Of course knowing your distance from New York doesn’t tell you where you are. You’ll have to find your distance from another location using another star. That gives you two circles showing your distance from each location. Where they intersect are the only places you could be. A third star will narrow down the possibilities to one.

I thought for awhile that you could do this in space. Maybe it would even be easier, because the stars are always out and the Earth is never in the way.

But it’s actually impossible to do it quite this way. The Earth is really essential to celestial navigation; by cutting off half the stars, it’s doing you a favor. The horizon gives you something to measure angles off of.

I know Apollo 11 famously got its course with a sextant. (So do the Mars astronauts in The Fated Sky, an meticulously researched book by Mary Robinette Kowal which I highly recommend. If Kowal says something is possible, you can take that to the bank.) But it turns out all the Apollo astronauts used it for was to work out which way they were pointed, not where they were. I wanted to know if you could figure out where in the solar system you were with the stars alone.
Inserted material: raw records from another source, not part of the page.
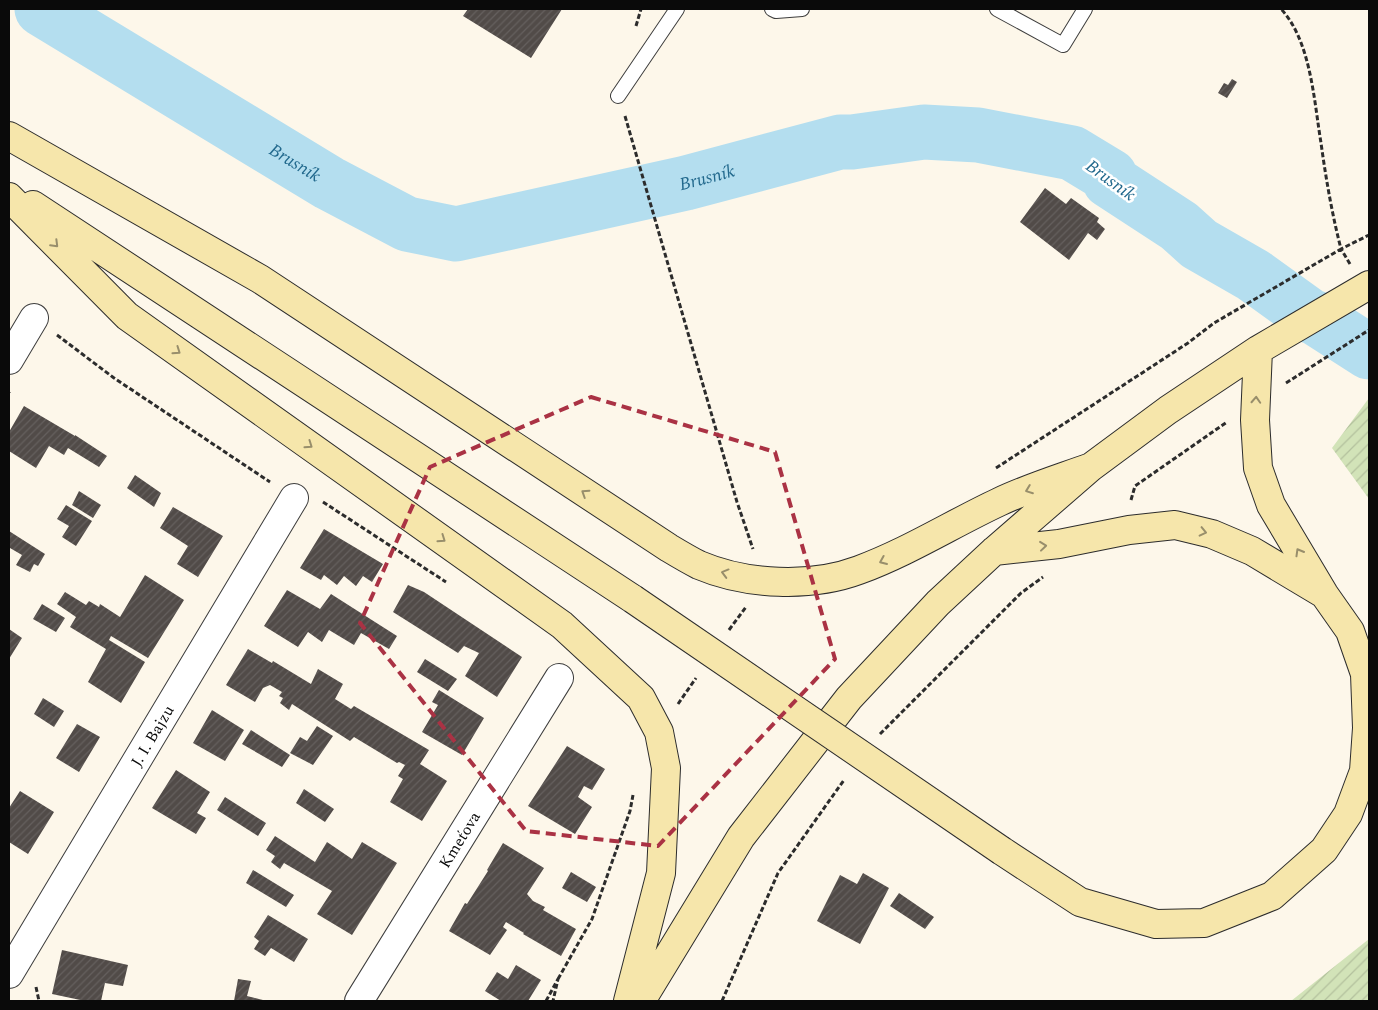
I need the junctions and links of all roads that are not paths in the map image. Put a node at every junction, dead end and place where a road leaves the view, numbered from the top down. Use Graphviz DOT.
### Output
graph roads {
  1 [pos="677,9"];
  2 [pos="772,9"];
  3 [pos="802,9"];
  4 [pos="998,9"];
  5 [pos="1085,9"];
  6 [pos="618,96"];
  7 [pos="9,136"];
  8 [pos="9,189"];
  9 [pos="9,197"];
  10 [pos="1366,287"];
  11 [pos="34,318"];
  12 [pos="1263,347"];
  13 [pos="9,360"];
  14 [pos="1091,467"];
  15 [pos="294,498"];
  16 [pos="994,551"];
  17 [pos="1324,594"];
  18 [pos="559,678"];
  19 [pos="9,974"];
  20 [pos="359,1001"];
  21 [pos="628,1001"];
  22 [pos="641,1001"];
  1 -- 6 [label="lane"];
  2 -- 3 [label="lane"];
  4 -- 5 [label="lane"];
  14 -- 7 [label="main road, one-way"];
  8 -- 17 [label="main road, bridge"];
  9 -- 21 [label="main road, one-way"];
  10 -- 12 [label="main road"];
  11 -- 13 [label="street"];
  12 -- 14 [label="main road"];
  17 -- 12 [label="main road, one-way"];
  14 -- 16 [label="main road"];
  15 -- 19 [label="street, J. I. Bajzu"];
  16 -- 17 [label="main road, one-way"];
  16 -- 22 [label="main road"];
  18 -- 20 [label="street, Kmeťova"];
}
It turns out you can’t. The stars are so far away that no matter where you are within the solar system, they’ll all seem in the same place, relative to each other. You’d need something much more precise than a sextant to tell any difference.

Good news though, there’s more in the solar system than stars. There’s the sun and all the planets! These will appear at drastically different angles depending on where you are. If you know where the planets are all supposed to be, and you know what their angles to each other are from where you are, you can find out your position.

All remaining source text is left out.